══ The records

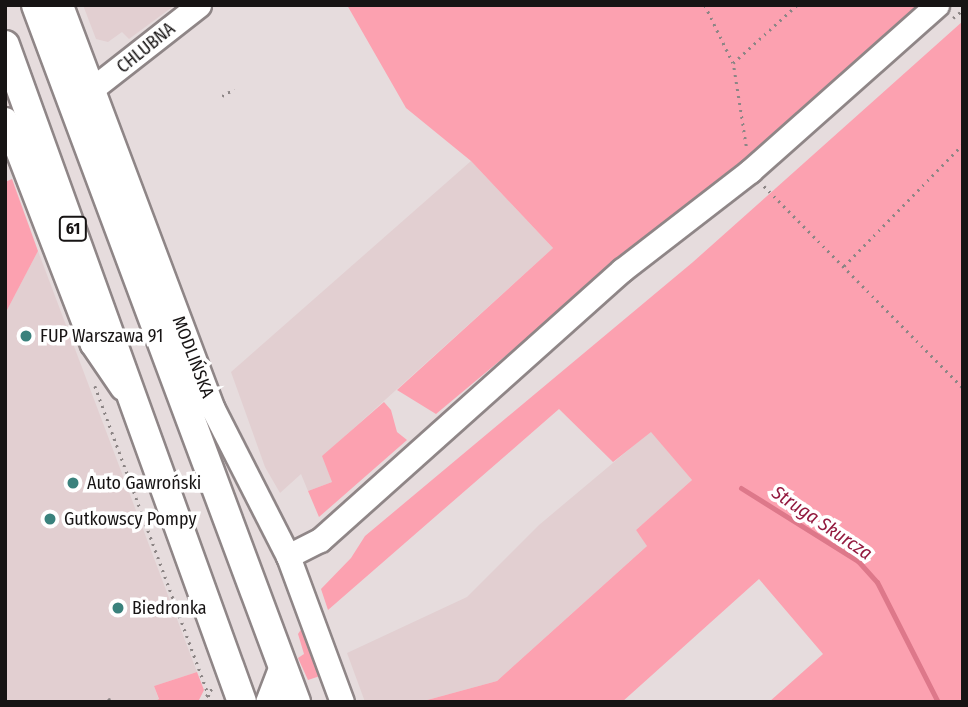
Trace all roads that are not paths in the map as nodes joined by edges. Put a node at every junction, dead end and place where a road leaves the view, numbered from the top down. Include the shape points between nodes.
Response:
1 (36, 5) edge
2 (61, 5) edge
3 (199, 5) edge
4 (945, 12) edge
5 (5, 45) edge
6 (92, 89) junction
7 (5, 119) edge
8 (12, 157) edge
9 (139, 413) junction
10 (288, 556) junction
11 (282, 663) junction
12 (242, 702) edge
13 (267, 702) edge
14 (296, 702) edge
15 (342, 702) edge

1 - 11 main road, MODLIŃSKA / 61
2 - 6 street, MODLIŃSKA
3 - 6 street, CHLUBNA
4 - 10 street via 757,178 622,270 320,540
5 - 9 main road, 61
6 - 10 street, MODLIŃSKA via 213,409
7 - 8 street
8 - 9 street via 92,344
9 - 12 main road, 61
10 - 15 street, MODLIŃSKA
11 - 13 street
11 - 14 main road, MODLIŃSKA / 61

════

▶ To do:
From the first record to the last, retype everything exactly except the images.

▶ Exercise output:
Trace all roads that are not paths in the map as nodes joined by edges. Put a node at every junction, dead end and place where a road leaves the view, numbered from the top down. Include the shape points between nodes.
Response:
1 (36, 5) edge
2 (61, 5) edge
3 (199, 5) edge
4 (945, 12) edge
5 (5, 45) edge
6 (92, 89) junction
7 (5, 119) edge
8 (12, 157) edge
9 (139, 413) junction
10 (288, 556) junction
11 (282, 663) junction
12 (242, 702) edge
13 (267, 702) edge
14 (296, 702) edge
15 (342, 702) edge

1 - 11 main road, MODLIŃSKA / 61
2 - 6 street, MODLIŃSKA
3 - 6 street, CHLUBNA
4 - 10 street via 757,178 622,270 320,540
5 - 9 main road, 61
6 - 10 street, MODLIŃSKA via 213,409
7 - 8 street
8 - 9 street via 92,344
9 - 12 main road, 61
10 - 15 street, MODLIŃSKA
11 - 13 street
11 - 14 main road, MODLIŃSKA / 61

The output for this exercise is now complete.